The major universities in terms of accepting the highest number of international students were Waseda University (5,724), Tokyo University of Social Welfare (4,273), The University of Tokyo (4,178), Japan University of Economics (3,487), and Ritsumeikan Asia Pacific University (2,759).
Broad requirements to study in Japan:
- International students continuing education in Japan have to complete 12 years of schooling in their home country.
- Examination for Japanese University Admission for International Students (EJU) is an exam conducted by JASSO (Japan Student Services Organization)
- International students enrolling for postsecondary education courses taught in Japanese require proficiency of the Japanese language. EJU itself tests an applicant’s knowledge of the Japanese language and in the respective subject. Some universities may require a separate Japanese Language Proficiency Test (JLPT) score conducted by the Japan Educational Exchange and Services.
Which is Better – Western or Asian Education Systems?
Western education still in the lead
Nothing beats the United States educational system in terms of reputation, range of subject areas, variety of programs, and flexibility in choosing courses. However, the US tuition and living expenses are high and entry for international students is very competitive. Although there are plenty of scholarship opportunities, they are rarely full-tuition scholarships and there is stiff competition for the awards. Also, due to tightening US immigration policies, post-study work opportunities are becoming more difficult. The UK educational system, albeit offering some of the world’s very good colleges and universities for tertiary education to international students, is somewhat in the same state as the US. Although these two nations are still the most sought-after destinations for international students, they have been slowly losing ground to other emerging higher education destinations.
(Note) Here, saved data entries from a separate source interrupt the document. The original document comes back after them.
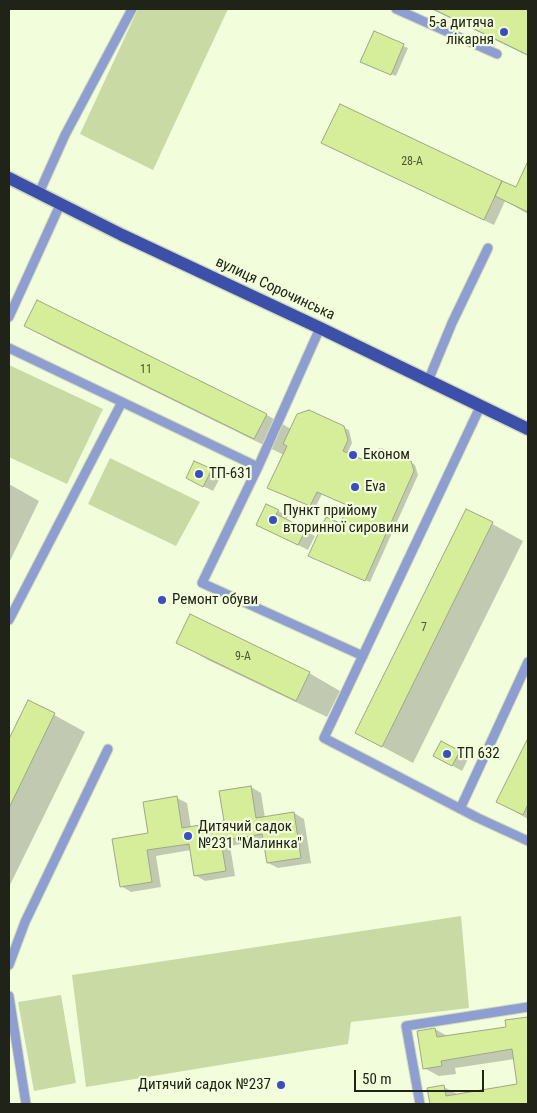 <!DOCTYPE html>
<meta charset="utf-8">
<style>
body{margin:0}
#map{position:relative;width:537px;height:1113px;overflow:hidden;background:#f2fddc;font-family:"Roboto Condensed",sans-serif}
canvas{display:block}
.frame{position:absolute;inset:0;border:10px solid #202317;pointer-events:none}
.scale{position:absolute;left:354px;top:1070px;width:130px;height:22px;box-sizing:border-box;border:2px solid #202317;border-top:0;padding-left:6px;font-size:15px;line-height:18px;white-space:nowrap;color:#202317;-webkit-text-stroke:4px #f2fddc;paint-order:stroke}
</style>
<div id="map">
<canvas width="537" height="1113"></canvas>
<div class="frame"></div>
<div class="scale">50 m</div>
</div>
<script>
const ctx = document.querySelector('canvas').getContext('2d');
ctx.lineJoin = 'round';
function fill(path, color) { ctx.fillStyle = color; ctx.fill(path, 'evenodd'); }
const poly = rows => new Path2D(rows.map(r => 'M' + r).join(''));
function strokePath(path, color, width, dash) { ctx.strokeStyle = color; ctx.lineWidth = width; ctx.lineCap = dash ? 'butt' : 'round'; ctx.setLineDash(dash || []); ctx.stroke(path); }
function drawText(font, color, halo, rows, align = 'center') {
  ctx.font = font + ' "Roboto Condensed",sans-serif'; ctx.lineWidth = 4.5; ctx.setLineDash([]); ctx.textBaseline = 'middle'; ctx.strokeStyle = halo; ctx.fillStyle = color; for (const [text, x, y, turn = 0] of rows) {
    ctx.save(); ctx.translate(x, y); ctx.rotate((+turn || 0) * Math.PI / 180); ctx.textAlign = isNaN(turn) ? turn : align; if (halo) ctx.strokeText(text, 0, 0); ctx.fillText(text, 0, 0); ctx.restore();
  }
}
const green = poly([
 [138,9,228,9,153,170,80,134],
 [9,365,103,409,67,484,9,457],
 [110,458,200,502,176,546,88,504],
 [461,916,469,1008,351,1022,348,1044,86,1087,72,975],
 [61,995,76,1083,34,1091,18,1002]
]);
const shadow = poly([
 [431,9,528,9,528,56],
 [374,33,408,48,396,76,366,64],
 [322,143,516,189,528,164,528,214,505,201,494,225],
 [37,302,267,415,291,429,344,428,349,430,352,443,347,454,367,463,410,462,415,465,418,475,370,582,314,558,341,525,350,506,322,494,315,508,273,490,284,455,56,343,26,326],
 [211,471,221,476,213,491,197,483],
 [9,484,39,501,9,563],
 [467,510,523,541,413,763,357,733],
 [278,511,288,516,286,520,315,536,308,550,258,525],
 [178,642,309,673,340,691,327,717,208,660],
 [29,701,85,732,9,887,9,742],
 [528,741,528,819,498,802],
 [459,752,469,757,462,771,444,761],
 [251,787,261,793,265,818,294,813,304,819,311,863,278,868,268,863,264,840,230,846,235,876,205,881,195,875,191,850,156,856,161,887,131,892,121,886,149,834,177,798,187,803,191,828,226,822],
 [528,1018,528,1104,431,1104,428,1089,444,1087,459,1095,519,1086,515,1059,455,1068,456,1074,439,1076,424,1068,435,1029,449,1037,507,1028,506,1021]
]);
const building = poly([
 [433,9,528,9,528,55,433,9],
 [374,31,404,44,391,75,360,62,374,31],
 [340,104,502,181,484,220,321,143,340,104],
 [528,161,528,212,495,196,502,181,516,187,528,161],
 [37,300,267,414,254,439,24,326,37,300],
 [309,410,344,426,348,440,343,451,366,461,372,450,382,449,411,461,414,471,365,581,308,556,326,517,340,523,349,506,317,492,310,506,267,488,287,446,283,444,297,414,309,410],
 [194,461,212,469,203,487,186,478,194,461],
 [266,504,279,510,276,514,306,529,298,545,256,525,266,504],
 [466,509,493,522,382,747,355,733,466,509],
 [190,614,310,672,296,701,176,643,190,614],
 [28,700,55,713,9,808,9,739,28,700],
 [528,738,528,804,523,815,496,802,528,738],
 [441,741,460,751,452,766,433,756,441,741],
 [251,786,256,818,294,812,301,858,267,863,262,834,221,841,226,871,194,876,189,844,147,850,152,882,120,887,112,839,148,833,143,802,177,796,182,828,224,821,219,791,251,786],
 [528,1017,528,1104,430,1104,427,1088,444,1085,446,1096,517,1084,512,1049,441,1061,442,1066,423,1069,417,1031,435,1028,437,1037,506,1027,505,1020,528,1017]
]);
const service = poly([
 [396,9,497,54],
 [39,193,65,135,132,9],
 [9,317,60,205],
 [320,328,258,467,202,583,363,656],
 [9,348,122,402],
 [428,381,452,323,488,248],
 [481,405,324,738,478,818,528,841],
 [9,620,122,402,258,467],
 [460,809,528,662],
 [9,965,25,922,108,749],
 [9,996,26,1104],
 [420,1104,406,1026,528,1007]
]);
const primary = poly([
 [9,178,122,235,320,328,528,429]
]);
const markers = [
 [504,32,5,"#3b4dc0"],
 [353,455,5,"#3b4dc0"],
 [199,474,5,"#3b4dc0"],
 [355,487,5,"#3b4dc0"],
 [273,520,5,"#3b4dc0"],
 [162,600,5,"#3b4dc0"],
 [447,754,5,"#3b4dc0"],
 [188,836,5,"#3b4dc0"],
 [281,1085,5,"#3b4dc0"]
];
const numberNames = [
 ["28-А",412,162],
 ["11",146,370],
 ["7",424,628],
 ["9-А",243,657]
];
const poiNames = [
 ["5-а дитяча",494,23,"right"],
 ["лікарня",494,40,"right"],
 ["Економ",363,455],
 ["ТП-631",209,474],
 ["Eva",365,487],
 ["Пункт прийому",283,511],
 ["вторинної сировини",283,528],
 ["Ремонт обуви",172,600],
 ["ТП 632",457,754],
 ["Дитячий садок",198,827],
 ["№231 \"Малинка\"",198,844],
 ["Дитячий садок №237",271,1085,"right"]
];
const streetNames = [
 ["вулиця Сорочинська",275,289,25]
];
fill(green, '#c9daa4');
fill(shadow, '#0003');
fill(building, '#d6ee99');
strokePath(building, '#9da788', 1);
strokePath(service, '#d0dabc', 11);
strokePath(primary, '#d0dabc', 15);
strokePath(service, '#8e9ed1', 9);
strokePath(primary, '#3c4fa9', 12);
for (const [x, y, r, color] of markers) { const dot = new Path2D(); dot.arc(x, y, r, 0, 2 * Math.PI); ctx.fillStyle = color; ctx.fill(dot); strokePath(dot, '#f2fddc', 2); }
drawText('12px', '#4e5638', null, numberNames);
drawText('15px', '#202317', '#f2fddc', poiNames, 'left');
drawText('15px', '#202317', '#f2fddc', streetNames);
</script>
Australian and Canadian higher education systems are fast capitalizing on the current dynamic to capture the international postsecondary education market. These countries have the resources to build world-class educational systems in terms of technology, infrastructure and high-quality teaching staff. They are as close to the US and UK education systems as one can get. In addition, they have student-friendly post-study-work norms too. As a result, these emerging western education alternatives are getting a closer look by aspiring international students. And they are likely to attract a greater share of the foreign student market in the years ahead.
Will the Asians catch up?
The Asian educational systems on the other hand, have a high-beta opportunity in front of them. If they play their cards right, they will be the rising stars in the sector. Even though the western educational systems are appreciated for the individuality and the diversity in learning, the Asian educational systems win hands down in rigor, academic prowess, test scoring abilities, etc. Countries like China, Japan, Singapore, Hong Kong, etc. They are eager and determined to develop high-class postsecondary education institutions. And they have been steadily getting successful at it. In the years to come, it is highly likely that we will witness some dramatic shifts in the international tertiary education space driven by Asian nations.